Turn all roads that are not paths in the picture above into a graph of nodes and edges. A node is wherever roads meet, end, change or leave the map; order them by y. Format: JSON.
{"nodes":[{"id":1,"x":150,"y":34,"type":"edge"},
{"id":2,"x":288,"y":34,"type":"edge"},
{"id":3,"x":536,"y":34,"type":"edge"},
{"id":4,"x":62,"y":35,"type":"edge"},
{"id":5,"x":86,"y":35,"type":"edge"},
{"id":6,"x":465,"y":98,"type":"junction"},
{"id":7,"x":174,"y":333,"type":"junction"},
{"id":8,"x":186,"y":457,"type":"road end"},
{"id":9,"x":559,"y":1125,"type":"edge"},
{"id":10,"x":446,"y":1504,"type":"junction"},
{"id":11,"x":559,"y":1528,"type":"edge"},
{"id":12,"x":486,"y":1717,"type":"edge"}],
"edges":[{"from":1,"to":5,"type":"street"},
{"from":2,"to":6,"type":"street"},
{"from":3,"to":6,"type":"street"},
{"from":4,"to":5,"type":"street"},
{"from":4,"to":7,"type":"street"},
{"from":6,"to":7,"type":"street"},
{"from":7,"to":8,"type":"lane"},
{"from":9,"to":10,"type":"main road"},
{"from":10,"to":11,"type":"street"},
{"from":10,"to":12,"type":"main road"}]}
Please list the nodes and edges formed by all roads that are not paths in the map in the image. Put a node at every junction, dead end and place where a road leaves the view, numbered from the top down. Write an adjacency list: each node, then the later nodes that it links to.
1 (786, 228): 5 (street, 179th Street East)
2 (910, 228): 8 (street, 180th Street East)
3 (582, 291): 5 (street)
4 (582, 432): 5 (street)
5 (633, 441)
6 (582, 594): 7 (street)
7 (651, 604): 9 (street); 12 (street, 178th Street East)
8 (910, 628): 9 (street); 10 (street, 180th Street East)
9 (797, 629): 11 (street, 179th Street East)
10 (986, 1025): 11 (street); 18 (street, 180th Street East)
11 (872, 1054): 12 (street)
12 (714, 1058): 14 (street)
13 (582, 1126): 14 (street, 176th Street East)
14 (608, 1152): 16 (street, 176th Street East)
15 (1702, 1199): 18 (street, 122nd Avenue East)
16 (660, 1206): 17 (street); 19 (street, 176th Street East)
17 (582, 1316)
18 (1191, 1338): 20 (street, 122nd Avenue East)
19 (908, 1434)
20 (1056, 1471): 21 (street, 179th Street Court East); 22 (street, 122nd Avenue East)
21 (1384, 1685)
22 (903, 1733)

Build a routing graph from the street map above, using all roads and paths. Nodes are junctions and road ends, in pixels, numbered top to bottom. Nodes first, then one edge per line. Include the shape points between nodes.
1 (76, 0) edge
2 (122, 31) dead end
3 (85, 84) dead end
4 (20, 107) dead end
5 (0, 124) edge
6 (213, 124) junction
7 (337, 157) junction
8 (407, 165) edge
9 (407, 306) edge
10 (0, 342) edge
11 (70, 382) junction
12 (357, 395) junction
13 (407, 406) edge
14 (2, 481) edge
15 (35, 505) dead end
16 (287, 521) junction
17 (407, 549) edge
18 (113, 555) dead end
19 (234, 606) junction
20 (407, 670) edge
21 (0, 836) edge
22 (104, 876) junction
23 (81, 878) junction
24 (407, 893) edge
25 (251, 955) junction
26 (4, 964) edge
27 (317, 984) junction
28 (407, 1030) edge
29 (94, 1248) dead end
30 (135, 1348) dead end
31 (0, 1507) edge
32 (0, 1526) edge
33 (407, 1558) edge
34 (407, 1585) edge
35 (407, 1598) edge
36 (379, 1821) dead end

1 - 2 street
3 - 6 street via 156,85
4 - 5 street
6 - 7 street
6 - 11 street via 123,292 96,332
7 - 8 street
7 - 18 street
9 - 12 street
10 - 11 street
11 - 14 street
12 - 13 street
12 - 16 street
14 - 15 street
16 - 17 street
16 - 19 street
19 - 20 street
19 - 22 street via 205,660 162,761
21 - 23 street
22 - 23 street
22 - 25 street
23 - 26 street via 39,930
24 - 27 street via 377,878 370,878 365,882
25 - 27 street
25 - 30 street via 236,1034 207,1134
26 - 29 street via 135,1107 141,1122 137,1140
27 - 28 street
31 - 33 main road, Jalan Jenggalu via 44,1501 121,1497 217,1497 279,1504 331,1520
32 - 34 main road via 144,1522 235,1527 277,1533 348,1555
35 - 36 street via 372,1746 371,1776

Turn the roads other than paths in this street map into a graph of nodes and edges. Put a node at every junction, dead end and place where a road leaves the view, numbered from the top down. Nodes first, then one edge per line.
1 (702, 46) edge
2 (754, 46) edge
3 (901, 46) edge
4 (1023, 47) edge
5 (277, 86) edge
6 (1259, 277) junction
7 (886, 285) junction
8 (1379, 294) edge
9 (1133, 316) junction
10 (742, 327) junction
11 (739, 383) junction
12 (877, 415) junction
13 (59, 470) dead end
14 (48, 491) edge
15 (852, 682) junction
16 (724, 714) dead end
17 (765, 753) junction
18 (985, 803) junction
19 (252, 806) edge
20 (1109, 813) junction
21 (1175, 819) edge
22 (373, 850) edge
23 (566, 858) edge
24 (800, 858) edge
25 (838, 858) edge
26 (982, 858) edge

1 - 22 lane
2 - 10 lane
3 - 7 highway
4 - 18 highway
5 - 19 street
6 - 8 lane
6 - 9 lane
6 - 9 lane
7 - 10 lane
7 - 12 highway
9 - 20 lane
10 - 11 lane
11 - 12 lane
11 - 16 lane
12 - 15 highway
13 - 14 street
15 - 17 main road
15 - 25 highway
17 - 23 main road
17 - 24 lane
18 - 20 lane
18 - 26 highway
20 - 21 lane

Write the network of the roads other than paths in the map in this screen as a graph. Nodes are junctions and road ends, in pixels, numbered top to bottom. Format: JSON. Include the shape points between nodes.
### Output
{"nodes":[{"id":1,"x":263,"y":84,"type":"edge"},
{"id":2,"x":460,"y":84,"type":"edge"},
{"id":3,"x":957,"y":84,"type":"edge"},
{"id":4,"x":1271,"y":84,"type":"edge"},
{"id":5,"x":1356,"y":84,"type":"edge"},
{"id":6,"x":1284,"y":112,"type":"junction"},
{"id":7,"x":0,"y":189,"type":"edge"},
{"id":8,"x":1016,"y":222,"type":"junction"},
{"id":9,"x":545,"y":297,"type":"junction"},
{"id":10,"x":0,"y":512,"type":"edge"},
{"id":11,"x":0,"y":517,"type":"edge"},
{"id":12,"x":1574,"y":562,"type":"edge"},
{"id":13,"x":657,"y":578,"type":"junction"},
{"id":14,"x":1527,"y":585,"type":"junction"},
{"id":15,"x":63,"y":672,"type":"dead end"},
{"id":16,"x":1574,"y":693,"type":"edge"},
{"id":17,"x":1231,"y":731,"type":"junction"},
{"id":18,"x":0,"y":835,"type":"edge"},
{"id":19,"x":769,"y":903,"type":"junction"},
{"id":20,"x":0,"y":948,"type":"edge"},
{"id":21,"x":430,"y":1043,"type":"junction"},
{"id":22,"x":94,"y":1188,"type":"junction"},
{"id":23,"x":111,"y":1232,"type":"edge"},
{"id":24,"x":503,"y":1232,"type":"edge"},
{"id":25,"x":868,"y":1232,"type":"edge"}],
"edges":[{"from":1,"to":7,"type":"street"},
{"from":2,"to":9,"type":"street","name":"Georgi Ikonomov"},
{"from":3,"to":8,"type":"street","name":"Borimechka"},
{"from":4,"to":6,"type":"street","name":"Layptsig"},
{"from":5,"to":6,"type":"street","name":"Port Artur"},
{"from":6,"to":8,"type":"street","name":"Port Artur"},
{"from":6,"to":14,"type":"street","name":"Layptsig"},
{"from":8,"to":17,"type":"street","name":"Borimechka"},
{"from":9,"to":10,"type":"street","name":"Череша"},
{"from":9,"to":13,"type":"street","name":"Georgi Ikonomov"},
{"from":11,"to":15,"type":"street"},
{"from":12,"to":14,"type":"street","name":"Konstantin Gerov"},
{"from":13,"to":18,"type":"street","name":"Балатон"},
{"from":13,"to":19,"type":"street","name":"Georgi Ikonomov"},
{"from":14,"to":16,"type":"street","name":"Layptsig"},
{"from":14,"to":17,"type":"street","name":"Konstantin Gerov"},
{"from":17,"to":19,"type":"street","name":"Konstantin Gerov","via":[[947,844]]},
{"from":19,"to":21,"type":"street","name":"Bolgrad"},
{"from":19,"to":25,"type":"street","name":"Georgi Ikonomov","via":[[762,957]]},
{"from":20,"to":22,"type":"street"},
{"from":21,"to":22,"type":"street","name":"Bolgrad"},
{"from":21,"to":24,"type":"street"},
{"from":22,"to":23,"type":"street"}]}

(To do):
Where a line in the listing above includes the string "Borimechka", copy that line.

(Solution):
{"from":3,"to":8,"type":"street","name":"Borimechka"},
{"from":8,"to":17,"type":"street","name":"Borimechka"},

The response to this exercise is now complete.